Grilled Street Corn


As seen in Real Food Magazine, Summer 2017



Prep Time: 10 minutes

Serves: 7


  • 7 medium ears sweet corn, husks removed
  • 1/2 cup Mexican crema, or sour cream
  • 1/2 cup mayonnaise
  • 1/2 cup minced cilantro
  • 1 clove garlic, minced
  • 1/4 tsp. ground chipotle pepper, to taste
  • 2 tsp. lime zest, from one lime
  • 2 tbsp. lime juice, from one lime
  • 1/2 cup cotija cheese, crumbled
  • Lime wedges, to serve


  1. Preheat grill to 400 degrees. Clean the grates once it has heated.
  2. In a bowl, whisk together the sour cream or crema, mayonnaise, cilantro, garlic, chipotle pepper, lime zest and lime juice.
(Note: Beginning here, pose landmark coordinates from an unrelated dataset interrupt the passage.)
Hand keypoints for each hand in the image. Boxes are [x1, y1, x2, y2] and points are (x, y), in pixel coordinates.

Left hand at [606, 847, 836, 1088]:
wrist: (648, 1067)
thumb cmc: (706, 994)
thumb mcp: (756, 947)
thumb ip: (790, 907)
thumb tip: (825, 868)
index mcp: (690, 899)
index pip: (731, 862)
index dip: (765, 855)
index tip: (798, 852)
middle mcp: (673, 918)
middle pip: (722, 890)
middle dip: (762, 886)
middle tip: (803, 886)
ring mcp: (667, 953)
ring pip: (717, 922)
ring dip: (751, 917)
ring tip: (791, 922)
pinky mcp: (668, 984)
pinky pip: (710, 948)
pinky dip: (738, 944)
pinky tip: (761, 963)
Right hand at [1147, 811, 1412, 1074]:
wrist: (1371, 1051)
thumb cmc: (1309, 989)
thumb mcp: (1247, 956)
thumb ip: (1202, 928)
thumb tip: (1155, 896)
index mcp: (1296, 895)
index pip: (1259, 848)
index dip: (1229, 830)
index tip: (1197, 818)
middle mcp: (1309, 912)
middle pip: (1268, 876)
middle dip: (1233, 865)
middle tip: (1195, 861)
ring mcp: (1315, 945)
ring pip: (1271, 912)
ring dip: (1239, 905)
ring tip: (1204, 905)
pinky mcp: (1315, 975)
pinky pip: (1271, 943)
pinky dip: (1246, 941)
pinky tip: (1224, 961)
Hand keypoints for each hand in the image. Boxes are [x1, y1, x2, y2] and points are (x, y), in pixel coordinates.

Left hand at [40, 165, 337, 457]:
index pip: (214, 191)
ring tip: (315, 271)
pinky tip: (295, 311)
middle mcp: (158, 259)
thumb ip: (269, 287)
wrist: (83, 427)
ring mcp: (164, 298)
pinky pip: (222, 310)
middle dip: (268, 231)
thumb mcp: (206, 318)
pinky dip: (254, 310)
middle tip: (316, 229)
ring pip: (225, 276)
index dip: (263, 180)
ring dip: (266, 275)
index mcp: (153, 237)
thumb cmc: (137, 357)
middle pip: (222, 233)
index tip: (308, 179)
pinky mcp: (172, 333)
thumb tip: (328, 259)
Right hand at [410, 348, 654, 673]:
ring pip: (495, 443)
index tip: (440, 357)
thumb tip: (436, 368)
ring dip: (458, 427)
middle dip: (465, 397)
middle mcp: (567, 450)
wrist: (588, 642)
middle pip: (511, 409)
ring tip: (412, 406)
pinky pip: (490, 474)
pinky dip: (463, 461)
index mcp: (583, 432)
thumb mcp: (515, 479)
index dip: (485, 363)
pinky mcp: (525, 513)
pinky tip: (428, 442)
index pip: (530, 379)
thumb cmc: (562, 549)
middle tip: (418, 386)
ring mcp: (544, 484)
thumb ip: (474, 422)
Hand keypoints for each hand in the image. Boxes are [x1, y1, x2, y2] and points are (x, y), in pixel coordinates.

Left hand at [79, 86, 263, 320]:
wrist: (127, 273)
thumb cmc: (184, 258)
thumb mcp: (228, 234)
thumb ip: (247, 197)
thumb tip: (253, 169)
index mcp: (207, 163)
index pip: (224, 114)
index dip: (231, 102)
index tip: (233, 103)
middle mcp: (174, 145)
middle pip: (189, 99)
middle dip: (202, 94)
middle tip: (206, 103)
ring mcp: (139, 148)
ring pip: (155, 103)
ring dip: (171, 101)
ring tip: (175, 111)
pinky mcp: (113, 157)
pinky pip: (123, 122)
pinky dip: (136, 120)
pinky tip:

Taste and season the mixture with salt if needed. Set aside.
  3. Place the husked corn directly onto grill grates. Grill the corn for about 3 minutes or until kernels begin to turn golden brown and look charred. Turn over and repeat. When all sides are browned, remove from the grill.
  4. With a brush or a spoon, coat each ear of corn with the crema mixture. Sprinkle with crumbled cojita cheese and any additional chipotle pepper, if desired. Serve immediately with extra lime wedges.